Everything I do is somehow wrong even when I do it right! Forget having a gf, forget lonelines I can't go to the mall without being looked at like some disgusting freak, I can't stand in any populated areas without at least one or two arrogant normies staring me down as if I just ruined their day, I avoid sitting next to babies in public transports because they cry every time they see me!

I hate this! I absolutely hate it! I hate that science tells people it's a good thing I'm being avoided and shamed because I'll give "da bad babeez", I hate that this is the natural state of every human and there's nothing I can do to change it! I hate that if I try to fix my problem people will see me as a pathetic tryhard who's trying to cheat his genetics! I hate that people who are like me are now just a scapegoat for the media to use whenever anything goes wrong in the world! I hate thd world for rejecting me! I hate myself for not being born with better genetics! I hate my parents for putting me into this world! I hate my father for not choosing his wife logically and relying on his feefees! I hate my mother for taking advantage of my father's cucked behaviour! I hate chads for the sole fact that femoids, the pickiest species on this earth, always choose them! I hate cucks because they just let this slide and are ok with rancid leftovers!

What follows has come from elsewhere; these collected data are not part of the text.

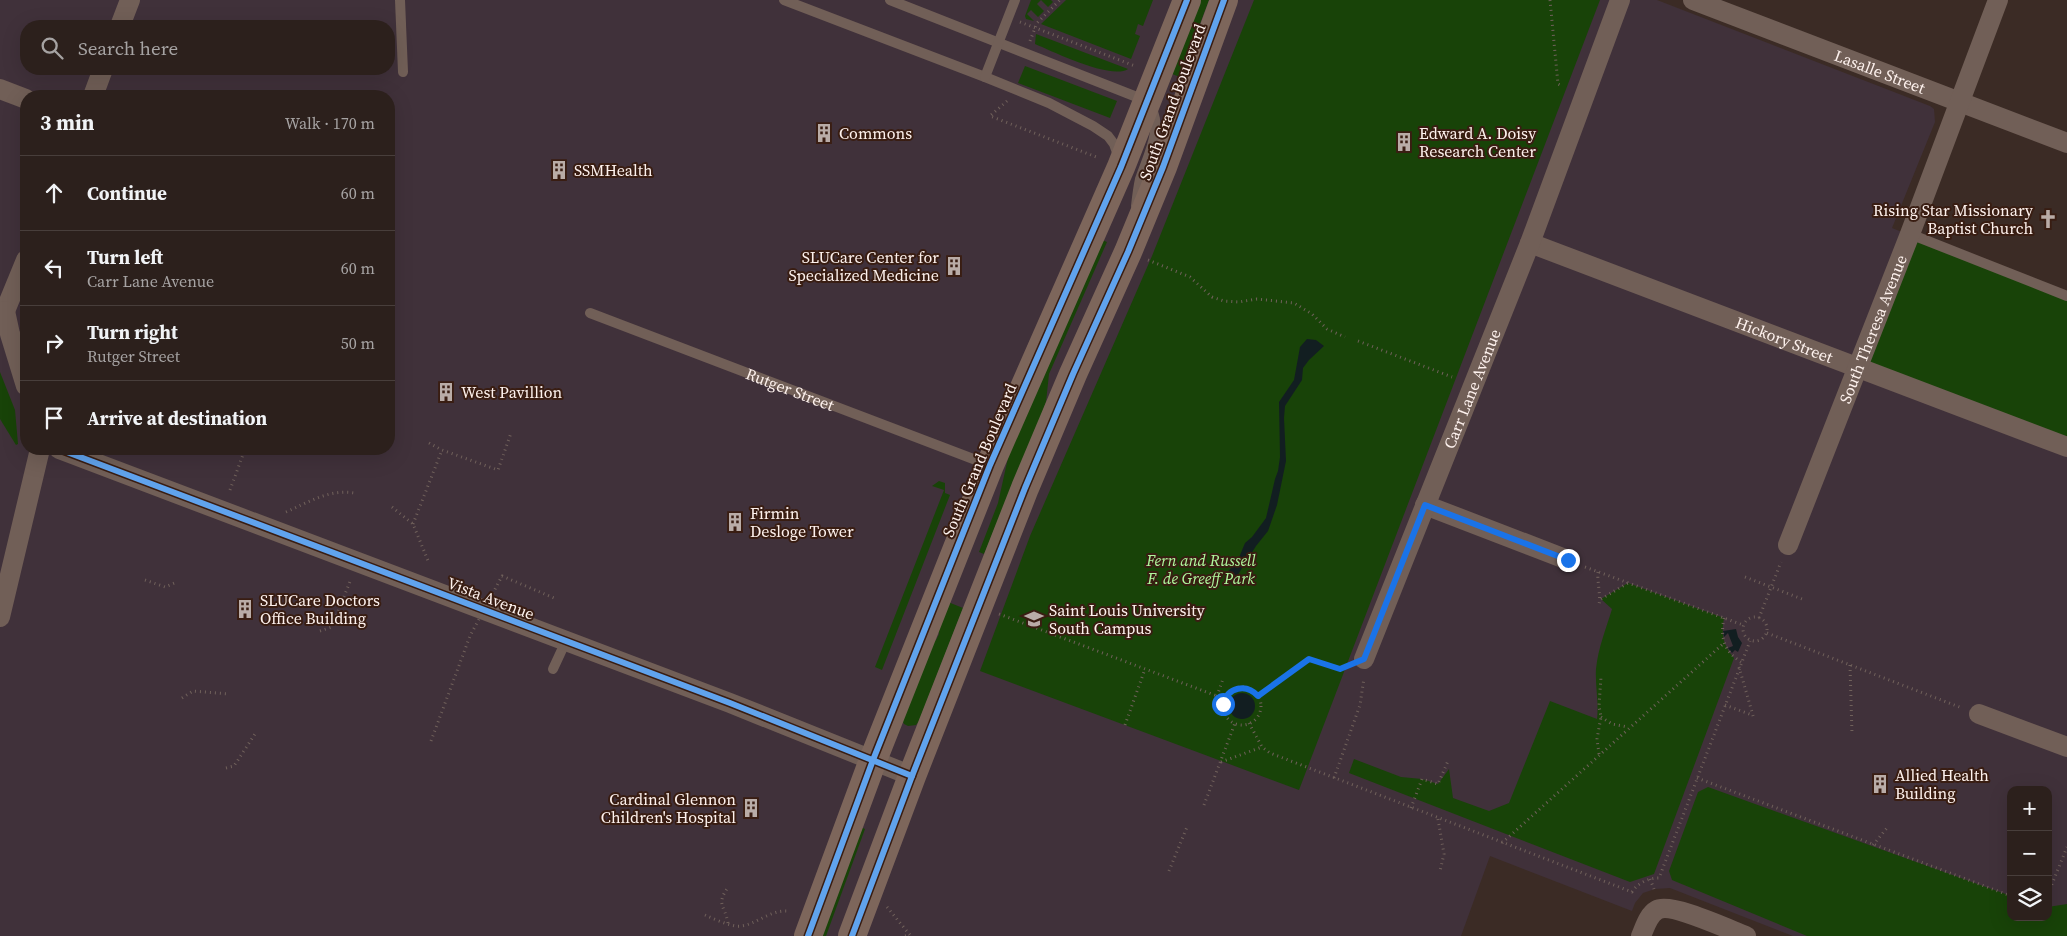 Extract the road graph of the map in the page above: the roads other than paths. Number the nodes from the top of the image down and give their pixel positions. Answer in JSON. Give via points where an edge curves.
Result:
{"nodes":[{"id":1,"x":130,"y":0,"type":"edge"},
{"id":2,"x":400,"y":0,"type":"edge"},
{"id":3,"x":784,"y":0,"type":"edge"},
{"id":4,"x":890,"y":0,"type":"edge"},
{"id":5,"x":1015,"y":0,"type":"edge"},
{"id":6,"x":1187,"y":0,"type":"edge"},
{"id":7,"x":1224,"y":0,"type":"edge"},
{"id":8,"x":1620,"y":0,"type":"edge"},
{"id":9,"x":1693,"y":0,"type":"edge"},
{"id":10,"x":1998,"y":0,"type":"edge"},
{"id":11,"x":122,"y":20,"type":"edge"},
{"id":12,"x":998,"y":43,"type":"junction"},
{"id":13,"x":403,"y":72,"type":"dead end"},
{"id":14,"x":101,"y":75,"type":"edge"},
{"id":15,"x":985,"y":77,"type":"junction"},
{"id":16,"x":0,"y":89,"type":"edge"},
{"id":17,"x":95,"y":90,"type":"edge"},
{"id":18,"x":20,"y":97,"type":"edge"},
{"id":19,"x":1147,"y":101,"type":"junction"},
{"id":20,"x":1959,"y":102,"type":"junction"},
{"id":21,"x":2067,"y":144,"type":"edge"},
{"id":22,"x":1110,"y":163,"type":"junction"},
{"id":23,"x":1136,"y":233,"type":"junction"},
{"id":24,"x":1910,"y":234,"type":"junction"},
{"id":25,"x":1530,"y":242,"type":"junction"},
{"id":26,"x":20,"y":274,"type":"edge"},
{"id":27,"x":2067,"y":296,"type":"edge"},
{"id":28,"x":3,"y":312,"type":"edge"},
{"id":29,"x":590,"y":313,"type":"dead end"},
{"id":30,"x":20,"y":366,"type":"edge"},
{"id":31,"x":1856,"y":368,"type":"junction"},
{"id":32,"x":2067,"y":447,"type":"edge"},
{"id":33,"x":39,"y":455,"type":"edge"},
{"id":34,"x":75,"y":455,"type":"edge"},
{"id":35,"x":990,"y":465,"type":"junction"},
{"id":36,"x":1425,"y":505,"type":"junction"},
{"id":37,"x":1788,"y":545,"type":"road end"},
{"id":38,"x":1568,"y":560,"type":"road end"},
{"id":39,"x":989,"y":581,"type":"junction"},
{"id":40,"x":0,"y":617,"type":"edge"},
{"id":41,"x":566,"y":641,"type":"junction"},
{"id":42,"x":1364,"y":659,"type":"road end"},
{"id":43,"x":554,"y":669,"type":"dead end"},
{"id":44,"x":1979,"y":714,"type":"road end"},
{"id":45,"x":2067,"y":747,"type":"edge"},
{"id":46,"x":874,"y":760,"type":"junction"},
{"id":47,"x":912,"y":776,"type":"junction"},
{"id":48,"x":808,"y":936,"type":"edge"},
{"id":49,"x":852,"y":936,"type":"edge"},
{"id":50,"x":1641,"y":936,"type":"edge"},
{"id":51,"x":1746,"y":936,"type":"edge"}],
"edges":[{"from":1,"to":11,"type":"street"},
{"from":2,"to":13,"type":"lane"},
{"from":3,"to":15,"type":"lane"},
{"from":4,"to":12,"type":"lane"},
{"from":5,"to":12,"type":"lane"},
{"from":6,"to":19,"type":"main road","name":"South Grand Boulevard"},
{"from":7,"to":23,"type":"main road","name":"South Grand Boulevard"},
{"from":8,"to":25,"type":"street","name":"Carr Lane Avenue"},
{"from":9,"to":20,"type":"street","name":"Lasalle Street"},
{"from":10,"to":20,"type":"street","name":"South Theresa Avenue"},
{"from":12,"to":15,"type":"lane"},
{"from":12,"to":19,"type":"lane"},
{"from":14,"to":17,"type":"street"},
{"from":15,"to":22,"type":"lane","via":[[1040,99],[1108,136],[1119,155]]},
{"from":16,"to":18,"type":"street"},
{"from":19,"to":22,"type":"main road","name":"South Grand Boulevard"},
{"from":19,"to":23,"type":"lane","via":[[1154,112],[1154,136],[1137,193]]},
{"from":20,"to":21,"type":"street","name":"Lasalle Street"},
{"from":20,"to":24,"type":"street","name":"South Theresa Avenue"},
{"from":22,"to":35,"type":"main road","name":"South Grand Boulevard"},
{"from":23,"to":39,"type":"main road","name":"South Grand Boulevard","via":[[1073,374]]},
{"from":24,"to":27,"type":"lane"},
{"from":24,"to":31,"type":"street","name":"South Theresa Avenue"},
{"from":25,"to":31,"type":"street","name":"Hickory Street"},
{"from":25,"to":36,"type":"street","name":"Carr Lane Avenue"},
{"from":26,"to":28,"type":"street"},
{"from":28,"to":30,"type":"street"},
{"from":29,"to":35,"type":"lane","name":"Rutger Street"},
{"from":31,"to":32,"type":"street","name":"Hickory Street"},
{"from":31,"to":37,"type":"street","name":"South Theresa Avenue"},
{"from":33,"to":40,"type":"street"},
{"from":34,"to":41,"type":"street","name":"Vista Avenue"},
{"from":35,"to":39,"type":"main road","via":[[986,505],[967,566],[972,577]]},
{"from":35,"to":46,"type":"main road","name":"South Grand Boulevard"},
{"from":36,"to":38,"type":"street"},
{"from":36,"to":42,"type":"street","name":"Carr Lane Avenue"},
{"from":39,"to":47,"type":"main road","name":"South Grand Boulevard"},
{"from":41,"to":43,"type":"lane"},
{"from":41,"to":46,"type":"street","name":"Vista Avenue"},
{"from":44,"to":45,"type":"street"},
{"from":46,"to":47,"type":"street","name":"Vista Avenue"},
{"from":46,"to":48,"type":"main road","name":"South Grand Boulevard"},
{"from":47,"to":49,"type":"main road","name":"South Grand Boulevard"},
{"from":50,"to":51,"type":"street","via":[[1652,914],[1660,908],[1678,910]]}]}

I HATE MY INCELDOM BECAUSE I DID NOTHING TO DESERVE IT!
 
I always imagined myself having a loving wife who I could hold in my arms as I slept. We'd kiss goodnight and I'd hear her say in her sweet voice in my head "I love you [InMyCellInHell]." We'd fall asleep with a little smile on our faces, knowing that there was at least one person on this worthless planet who cared if we lived or died. I'll never know that joy or happiness. It kills me to even think about it or say it now.
 
It's my fucking looks. I'll be more ok with a few friends, having no gf and even paying for sex if I was 10/10.
 
Definitely the GF part. The goal of life is to reproduce and one needs a willing partner to do so. Surrogate mothers are expensive as fuck and may even be banned because my country is roastie central. So I need a gf, but I'll never be able to have a foid look in my general direction, let alone have sex with me.